%%
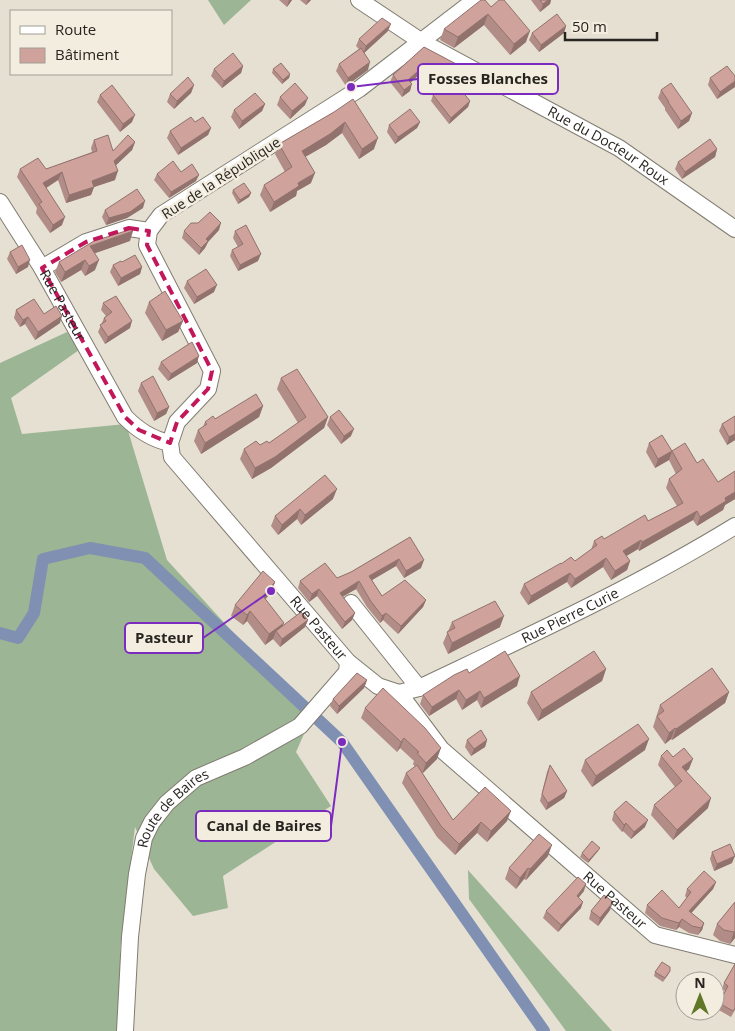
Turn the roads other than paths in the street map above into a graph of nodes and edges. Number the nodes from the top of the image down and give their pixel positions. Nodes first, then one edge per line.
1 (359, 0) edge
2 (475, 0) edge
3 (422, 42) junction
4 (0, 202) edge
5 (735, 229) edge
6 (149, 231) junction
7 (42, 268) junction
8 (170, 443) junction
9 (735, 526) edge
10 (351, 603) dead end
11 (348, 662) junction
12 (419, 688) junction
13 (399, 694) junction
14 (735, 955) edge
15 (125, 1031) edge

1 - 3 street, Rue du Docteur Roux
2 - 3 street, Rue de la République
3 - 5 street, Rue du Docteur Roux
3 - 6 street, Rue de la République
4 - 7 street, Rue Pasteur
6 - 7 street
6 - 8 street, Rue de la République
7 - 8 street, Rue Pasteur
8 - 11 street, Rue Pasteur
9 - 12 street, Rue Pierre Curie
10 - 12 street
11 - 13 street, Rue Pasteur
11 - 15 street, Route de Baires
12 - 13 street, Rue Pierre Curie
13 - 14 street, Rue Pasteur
%%
## WORK INSTRUCTION
Set down the data above verbatim, omitting every image.

## ANSWER SECTION
Turn the roads other than paths in the street map above into a graph of nodes and edges. Number the nodes from the top of the image down and give their pixel positions. Nodes first, then one edge per line.
1 (359, 0) edge
2 (475, 0) edge
3 (422, 42) junction
4 (0, 202) edge
5 (735, 229) edge
6 (149, 231) junction
7 (42, 268) junction
8 (170, 443) junction
9 (735, 526) edge
10 (351, 603) dead end
11 (348, 662) junction
12 (419, 688) junction
13 (399, 694) junction
14 (735, 955) edge
15 (125, 1031) edge

1 - 3 street, Rue du Docteur Roux
2 - 3 street, Rue de la République
3 - 5 street, Rue du Docteur Roux
3 - 6 street, Rue de la République
4 - 7 street, Rue Pasteur
6 - 7 street
6 - 8 street, Rue de la République
7 - 8 street, Rue Pasteur
8 - 11 street, Rue Pasteur
9 - 12 street, Rue Pierre Curie
10 - 12 street
11 - 13 street, Rue Pasteur
11 - 15 street, Route de Baires
12 - 13 street, Rue Pierre Curie
13 - 14 street, Rue Pasteur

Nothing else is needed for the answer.